The trek to Walcott’s Quarry is strenuous and stunning. Starting near the impressive Takakkaw Falls in Yoho National Park, a few steep kilometers of switchbacks lead you up and over the flank of Mount Wapta, in view of the dramatically glaciated Presidential Range and the milky jade waters of Emerald Lake far below. More switchbacks then lead up to the Walcott Quarry, which lies 2,040 meters above sea level on the saddle between Mount Wapta and Mount Field and across from Mount Burgess.
A second hike, across the Kicking Horse Valley from the Walcott Quarry, leads up the side of Stephen Mountain to the trilobite-rich Stephen Quarry. This trail gains the same amount of elevation — nearly 800 meters — as the Walcott Quarry hike, but in half the distance, making for a very steep trek. Although lesser known, the Stephen Quarry is perhaps even more impressive than the Walcott Quarry. The diversity of fossils is narrower — the outcrop is dominated by trilobites — but the sheer numbers and sizes of the fossils are astounding.
The hike to the Burgess Shale is a challenge, but for a fossil enthusiast, the rewards of overturning slabs in the world’s most famous fossil quarry are well worth the trek.

Getting there and getting around the Burgess Shale

A Burgess Shale Geoscience Foundation guide helps three young paleontologists identify fossils found in the Walcott Quarry.
Credit: 
Mary Caperton Morton
Traveling to the Burgess Shale requires a plane ticket, a guide, and the legs and lungs to hike high into the Canadian Rockies.
Fly into Calgary, rent a car and drive west through Banff National Park to Yoho National Park. You will need to buy a Parks Canada pass at the entrance station on your way into Banff. The tiny town of Field, population 300, serves as the most convenient base camp for Burgess Shale hikes. Several quaint lodges, bed-and-breakfasts and inns are scattered throughout the small network of streets. Camping is also available just down the road in Yoho National Park, and luxurious accommodations can be found in Banff and at Lake Louise.

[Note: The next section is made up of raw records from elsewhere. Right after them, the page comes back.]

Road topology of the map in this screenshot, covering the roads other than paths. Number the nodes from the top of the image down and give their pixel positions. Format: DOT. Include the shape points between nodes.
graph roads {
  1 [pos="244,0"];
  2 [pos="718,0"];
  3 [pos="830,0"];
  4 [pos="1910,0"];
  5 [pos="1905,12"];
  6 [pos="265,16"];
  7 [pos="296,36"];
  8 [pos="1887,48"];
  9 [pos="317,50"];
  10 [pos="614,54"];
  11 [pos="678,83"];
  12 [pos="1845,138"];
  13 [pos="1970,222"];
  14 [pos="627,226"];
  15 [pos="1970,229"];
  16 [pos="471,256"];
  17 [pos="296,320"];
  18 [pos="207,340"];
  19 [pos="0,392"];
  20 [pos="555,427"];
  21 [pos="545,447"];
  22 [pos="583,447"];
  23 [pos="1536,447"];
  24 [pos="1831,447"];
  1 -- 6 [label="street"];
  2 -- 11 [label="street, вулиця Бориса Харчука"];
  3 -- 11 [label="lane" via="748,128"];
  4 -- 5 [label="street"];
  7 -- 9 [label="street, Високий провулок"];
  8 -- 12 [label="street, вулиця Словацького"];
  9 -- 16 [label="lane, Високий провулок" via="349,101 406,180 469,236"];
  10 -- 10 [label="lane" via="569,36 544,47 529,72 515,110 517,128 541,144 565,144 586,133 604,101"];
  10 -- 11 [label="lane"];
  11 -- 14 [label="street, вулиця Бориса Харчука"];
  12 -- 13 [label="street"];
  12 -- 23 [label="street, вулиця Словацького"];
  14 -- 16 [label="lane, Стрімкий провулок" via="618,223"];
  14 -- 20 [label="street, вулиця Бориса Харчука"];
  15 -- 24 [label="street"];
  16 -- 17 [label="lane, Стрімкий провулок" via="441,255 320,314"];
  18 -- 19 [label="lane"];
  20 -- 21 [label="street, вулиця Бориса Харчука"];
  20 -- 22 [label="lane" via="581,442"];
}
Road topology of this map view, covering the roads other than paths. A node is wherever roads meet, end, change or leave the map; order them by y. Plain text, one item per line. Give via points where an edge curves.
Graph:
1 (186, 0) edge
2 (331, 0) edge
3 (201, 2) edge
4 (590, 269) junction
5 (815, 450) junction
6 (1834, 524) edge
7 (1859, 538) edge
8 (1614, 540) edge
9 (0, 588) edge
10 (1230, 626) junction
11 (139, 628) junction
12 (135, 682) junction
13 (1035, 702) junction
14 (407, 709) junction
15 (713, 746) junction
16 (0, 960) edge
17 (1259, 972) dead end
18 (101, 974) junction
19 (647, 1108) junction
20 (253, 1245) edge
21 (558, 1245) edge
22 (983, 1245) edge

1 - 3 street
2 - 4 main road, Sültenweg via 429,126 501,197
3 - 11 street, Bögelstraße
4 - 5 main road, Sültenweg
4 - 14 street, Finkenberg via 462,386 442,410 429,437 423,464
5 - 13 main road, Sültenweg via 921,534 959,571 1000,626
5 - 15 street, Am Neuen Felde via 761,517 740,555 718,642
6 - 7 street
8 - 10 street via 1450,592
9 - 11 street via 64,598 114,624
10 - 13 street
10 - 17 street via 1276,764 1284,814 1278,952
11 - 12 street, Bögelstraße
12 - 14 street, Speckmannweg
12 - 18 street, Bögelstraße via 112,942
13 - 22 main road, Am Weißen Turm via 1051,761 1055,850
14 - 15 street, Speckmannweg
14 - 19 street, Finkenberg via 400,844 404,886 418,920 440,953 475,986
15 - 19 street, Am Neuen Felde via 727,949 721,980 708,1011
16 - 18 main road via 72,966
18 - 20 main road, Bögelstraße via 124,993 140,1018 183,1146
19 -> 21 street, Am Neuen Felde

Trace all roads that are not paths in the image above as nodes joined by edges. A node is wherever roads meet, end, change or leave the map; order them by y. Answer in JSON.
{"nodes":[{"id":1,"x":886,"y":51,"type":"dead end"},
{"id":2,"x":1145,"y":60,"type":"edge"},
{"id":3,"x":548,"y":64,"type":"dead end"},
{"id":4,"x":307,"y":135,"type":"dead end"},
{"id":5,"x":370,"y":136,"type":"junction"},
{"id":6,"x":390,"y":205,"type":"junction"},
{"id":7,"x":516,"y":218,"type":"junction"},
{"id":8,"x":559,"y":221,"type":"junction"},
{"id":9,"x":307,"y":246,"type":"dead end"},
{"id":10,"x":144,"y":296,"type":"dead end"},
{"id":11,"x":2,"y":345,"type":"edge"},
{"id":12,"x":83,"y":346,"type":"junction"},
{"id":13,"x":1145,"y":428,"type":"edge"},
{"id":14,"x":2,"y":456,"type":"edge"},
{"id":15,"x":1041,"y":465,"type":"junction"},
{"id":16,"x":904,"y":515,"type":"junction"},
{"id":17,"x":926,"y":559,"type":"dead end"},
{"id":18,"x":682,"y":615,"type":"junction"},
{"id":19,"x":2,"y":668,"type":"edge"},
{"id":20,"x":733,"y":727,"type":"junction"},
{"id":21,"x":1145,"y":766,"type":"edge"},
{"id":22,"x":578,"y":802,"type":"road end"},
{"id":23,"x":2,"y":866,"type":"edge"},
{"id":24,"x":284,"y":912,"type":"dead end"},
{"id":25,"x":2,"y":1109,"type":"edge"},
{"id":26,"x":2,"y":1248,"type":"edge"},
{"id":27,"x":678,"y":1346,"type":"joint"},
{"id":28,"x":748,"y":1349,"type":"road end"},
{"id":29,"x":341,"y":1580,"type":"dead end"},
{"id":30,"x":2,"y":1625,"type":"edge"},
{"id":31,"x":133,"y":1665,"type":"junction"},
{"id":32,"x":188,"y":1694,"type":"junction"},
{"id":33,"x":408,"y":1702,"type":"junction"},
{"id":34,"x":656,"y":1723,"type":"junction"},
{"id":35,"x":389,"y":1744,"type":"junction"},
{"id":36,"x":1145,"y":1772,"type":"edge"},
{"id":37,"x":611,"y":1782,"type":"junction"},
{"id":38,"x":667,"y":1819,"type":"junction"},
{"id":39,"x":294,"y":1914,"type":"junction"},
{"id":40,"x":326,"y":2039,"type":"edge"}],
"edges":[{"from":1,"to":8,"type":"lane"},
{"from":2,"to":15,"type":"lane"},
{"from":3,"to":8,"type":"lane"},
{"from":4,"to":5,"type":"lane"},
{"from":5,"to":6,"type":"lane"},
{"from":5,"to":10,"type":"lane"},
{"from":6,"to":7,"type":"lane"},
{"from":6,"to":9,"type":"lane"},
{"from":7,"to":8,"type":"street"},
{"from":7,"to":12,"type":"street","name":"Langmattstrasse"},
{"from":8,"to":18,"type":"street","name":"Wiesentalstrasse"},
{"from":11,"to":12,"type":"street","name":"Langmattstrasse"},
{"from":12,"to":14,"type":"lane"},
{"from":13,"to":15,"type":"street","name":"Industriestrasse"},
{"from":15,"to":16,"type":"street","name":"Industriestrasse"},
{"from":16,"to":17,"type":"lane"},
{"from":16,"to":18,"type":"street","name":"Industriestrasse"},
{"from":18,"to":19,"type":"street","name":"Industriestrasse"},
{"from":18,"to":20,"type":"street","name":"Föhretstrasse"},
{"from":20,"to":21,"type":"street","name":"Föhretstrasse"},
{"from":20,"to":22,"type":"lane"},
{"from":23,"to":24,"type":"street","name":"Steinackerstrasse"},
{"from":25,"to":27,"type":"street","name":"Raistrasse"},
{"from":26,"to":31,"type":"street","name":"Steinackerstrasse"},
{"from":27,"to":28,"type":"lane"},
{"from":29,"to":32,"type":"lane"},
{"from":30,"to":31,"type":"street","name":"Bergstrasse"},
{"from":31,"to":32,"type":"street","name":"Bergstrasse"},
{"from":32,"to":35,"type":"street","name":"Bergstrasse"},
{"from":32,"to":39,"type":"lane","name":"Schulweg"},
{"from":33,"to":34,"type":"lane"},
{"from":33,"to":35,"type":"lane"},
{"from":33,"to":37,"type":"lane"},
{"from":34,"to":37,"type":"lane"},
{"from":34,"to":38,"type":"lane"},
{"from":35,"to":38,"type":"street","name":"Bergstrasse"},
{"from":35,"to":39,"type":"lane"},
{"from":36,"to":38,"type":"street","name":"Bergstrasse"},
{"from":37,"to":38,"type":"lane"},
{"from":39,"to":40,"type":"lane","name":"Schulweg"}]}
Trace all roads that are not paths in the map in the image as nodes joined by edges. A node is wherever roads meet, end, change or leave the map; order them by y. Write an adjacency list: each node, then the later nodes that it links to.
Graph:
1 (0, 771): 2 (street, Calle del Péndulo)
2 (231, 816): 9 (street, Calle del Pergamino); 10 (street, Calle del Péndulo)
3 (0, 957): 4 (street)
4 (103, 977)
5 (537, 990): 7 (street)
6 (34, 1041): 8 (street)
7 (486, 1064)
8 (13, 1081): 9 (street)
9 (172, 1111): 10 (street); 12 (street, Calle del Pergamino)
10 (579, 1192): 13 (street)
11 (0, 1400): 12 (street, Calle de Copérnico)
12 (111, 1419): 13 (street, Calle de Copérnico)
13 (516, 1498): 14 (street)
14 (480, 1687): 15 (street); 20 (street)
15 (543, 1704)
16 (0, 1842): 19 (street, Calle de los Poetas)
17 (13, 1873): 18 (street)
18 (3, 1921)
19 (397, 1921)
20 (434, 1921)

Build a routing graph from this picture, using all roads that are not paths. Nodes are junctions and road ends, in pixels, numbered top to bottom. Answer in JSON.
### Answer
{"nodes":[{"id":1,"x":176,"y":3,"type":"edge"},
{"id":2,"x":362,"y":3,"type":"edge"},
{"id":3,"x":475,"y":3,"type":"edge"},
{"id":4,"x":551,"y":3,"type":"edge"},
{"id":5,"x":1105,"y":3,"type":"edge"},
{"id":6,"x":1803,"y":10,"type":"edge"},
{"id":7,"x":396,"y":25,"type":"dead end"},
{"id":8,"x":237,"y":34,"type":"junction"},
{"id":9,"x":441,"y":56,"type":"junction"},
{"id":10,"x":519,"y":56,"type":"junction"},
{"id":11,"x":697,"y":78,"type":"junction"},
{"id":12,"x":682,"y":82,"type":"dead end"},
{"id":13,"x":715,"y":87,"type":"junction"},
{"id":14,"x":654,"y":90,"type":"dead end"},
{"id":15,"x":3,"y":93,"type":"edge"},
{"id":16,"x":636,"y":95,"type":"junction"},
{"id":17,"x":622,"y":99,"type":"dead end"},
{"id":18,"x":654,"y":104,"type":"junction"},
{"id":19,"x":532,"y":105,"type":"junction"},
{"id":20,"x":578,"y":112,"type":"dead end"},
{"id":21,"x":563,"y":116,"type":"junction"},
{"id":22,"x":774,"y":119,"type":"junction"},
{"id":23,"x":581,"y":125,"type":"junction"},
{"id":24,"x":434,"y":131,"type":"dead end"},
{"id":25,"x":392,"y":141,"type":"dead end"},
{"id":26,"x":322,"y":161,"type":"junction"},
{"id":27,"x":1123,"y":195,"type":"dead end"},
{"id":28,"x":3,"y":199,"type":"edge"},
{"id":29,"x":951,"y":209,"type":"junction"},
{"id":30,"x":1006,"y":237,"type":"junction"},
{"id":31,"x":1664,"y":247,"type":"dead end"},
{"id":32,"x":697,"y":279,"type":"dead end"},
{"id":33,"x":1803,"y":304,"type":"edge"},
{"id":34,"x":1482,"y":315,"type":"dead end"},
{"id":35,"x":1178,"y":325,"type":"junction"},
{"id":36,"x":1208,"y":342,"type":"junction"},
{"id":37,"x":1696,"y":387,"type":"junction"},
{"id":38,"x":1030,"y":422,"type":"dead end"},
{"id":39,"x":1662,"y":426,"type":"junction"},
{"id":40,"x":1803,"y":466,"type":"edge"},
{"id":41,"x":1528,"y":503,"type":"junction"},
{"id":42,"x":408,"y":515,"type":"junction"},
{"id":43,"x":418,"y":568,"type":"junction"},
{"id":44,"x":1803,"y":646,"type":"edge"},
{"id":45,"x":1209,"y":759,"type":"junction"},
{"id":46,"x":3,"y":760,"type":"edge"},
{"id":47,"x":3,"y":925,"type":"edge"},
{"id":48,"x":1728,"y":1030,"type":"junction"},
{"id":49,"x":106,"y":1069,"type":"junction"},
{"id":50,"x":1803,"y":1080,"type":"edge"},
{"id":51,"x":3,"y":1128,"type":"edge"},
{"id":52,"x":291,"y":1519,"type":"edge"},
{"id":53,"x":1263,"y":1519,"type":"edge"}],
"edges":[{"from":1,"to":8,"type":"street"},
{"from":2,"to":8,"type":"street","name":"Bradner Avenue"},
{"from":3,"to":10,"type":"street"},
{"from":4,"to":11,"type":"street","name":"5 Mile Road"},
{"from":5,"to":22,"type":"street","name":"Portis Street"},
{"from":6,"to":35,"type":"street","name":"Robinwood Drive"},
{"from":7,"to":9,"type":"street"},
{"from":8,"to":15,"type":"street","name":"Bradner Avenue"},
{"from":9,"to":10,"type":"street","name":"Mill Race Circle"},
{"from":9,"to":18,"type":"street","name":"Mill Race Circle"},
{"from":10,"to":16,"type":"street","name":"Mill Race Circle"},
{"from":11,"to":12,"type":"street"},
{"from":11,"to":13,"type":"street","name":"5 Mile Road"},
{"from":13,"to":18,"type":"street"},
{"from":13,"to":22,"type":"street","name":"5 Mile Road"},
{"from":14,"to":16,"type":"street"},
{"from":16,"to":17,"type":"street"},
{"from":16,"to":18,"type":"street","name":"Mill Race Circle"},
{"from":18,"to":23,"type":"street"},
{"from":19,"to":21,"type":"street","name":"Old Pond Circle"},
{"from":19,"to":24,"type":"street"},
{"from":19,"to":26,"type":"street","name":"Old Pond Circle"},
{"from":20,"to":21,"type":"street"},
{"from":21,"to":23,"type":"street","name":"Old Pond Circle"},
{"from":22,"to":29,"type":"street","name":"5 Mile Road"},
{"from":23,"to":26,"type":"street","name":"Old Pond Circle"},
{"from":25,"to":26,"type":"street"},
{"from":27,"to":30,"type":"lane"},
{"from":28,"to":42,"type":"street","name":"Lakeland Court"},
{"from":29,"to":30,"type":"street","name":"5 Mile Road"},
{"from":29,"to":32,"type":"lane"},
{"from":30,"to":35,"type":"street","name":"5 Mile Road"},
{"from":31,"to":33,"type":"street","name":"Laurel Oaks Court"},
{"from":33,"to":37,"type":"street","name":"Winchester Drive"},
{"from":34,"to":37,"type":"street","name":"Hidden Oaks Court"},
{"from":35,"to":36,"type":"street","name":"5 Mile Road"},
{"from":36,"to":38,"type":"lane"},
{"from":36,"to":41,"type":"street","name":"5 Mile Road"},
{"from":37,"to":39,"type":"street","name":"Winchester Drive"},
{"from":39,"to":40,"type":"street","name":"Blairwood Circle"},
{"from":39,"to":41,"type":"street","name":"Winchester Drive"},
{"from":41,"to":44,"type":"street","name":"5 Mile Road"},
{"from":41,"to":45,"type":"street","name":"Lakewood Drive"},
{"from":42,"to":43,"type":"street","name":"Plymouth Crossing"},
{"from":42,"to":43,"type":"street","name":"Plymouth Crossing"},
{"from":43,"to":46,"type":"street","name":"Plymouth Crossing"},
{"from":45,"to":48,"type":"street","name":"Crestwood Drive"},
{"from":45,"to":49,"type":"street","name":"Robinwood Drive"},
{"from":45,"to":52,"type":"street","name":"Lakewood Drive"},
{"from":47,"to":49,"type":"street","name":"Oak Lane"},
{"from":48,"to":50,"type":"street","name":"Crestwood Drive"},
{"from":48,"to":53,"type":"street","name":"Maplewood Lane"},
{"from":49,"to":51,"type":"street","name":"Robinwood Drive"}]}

To visit the Burgess Shale quarries you must hire a guide through either Parks Canada or the Burgess Shale Geoscience Foundation.
Guided hikes through Parks Canada are somewhat less expensive and provide a broader overview of the geology, ecology and history of the area, while the Burgess Shale Geoscience Foundation hikes are led by trained geologists who generally keep the focus on the fossils. But even without the famous fossils, the hike is a contender for one of my top 10 hikes of all time.
Treks with both companies begin in early July and run through mid-September. Make reservations far in advance, as trips are limited to 12 people and only run Friday through Monday. The Walcott Quarry hike is 22 kilometers round trip, up nearly 800 meters of elevation to more than 2,000 meters above sea level. The Stephen Quarry hike is shorter in length, but much steeper. Both require sturdy hiking boots, a daypack, and clothing suitable for mountain weather, including rain gear. Children older than 8 are permitted on both hikes — in fact, the Burgess Shale Geoscience Foundation runs a junior guide program for fledgling paleontologists — but kids should be fit, experienced hikers.
Book your trip now, hit the stair climber and next summer you’ll be well rewarded with a rare glimpse of the Burgess Shale’s wonderful life in one of the most beautiful places on Earth.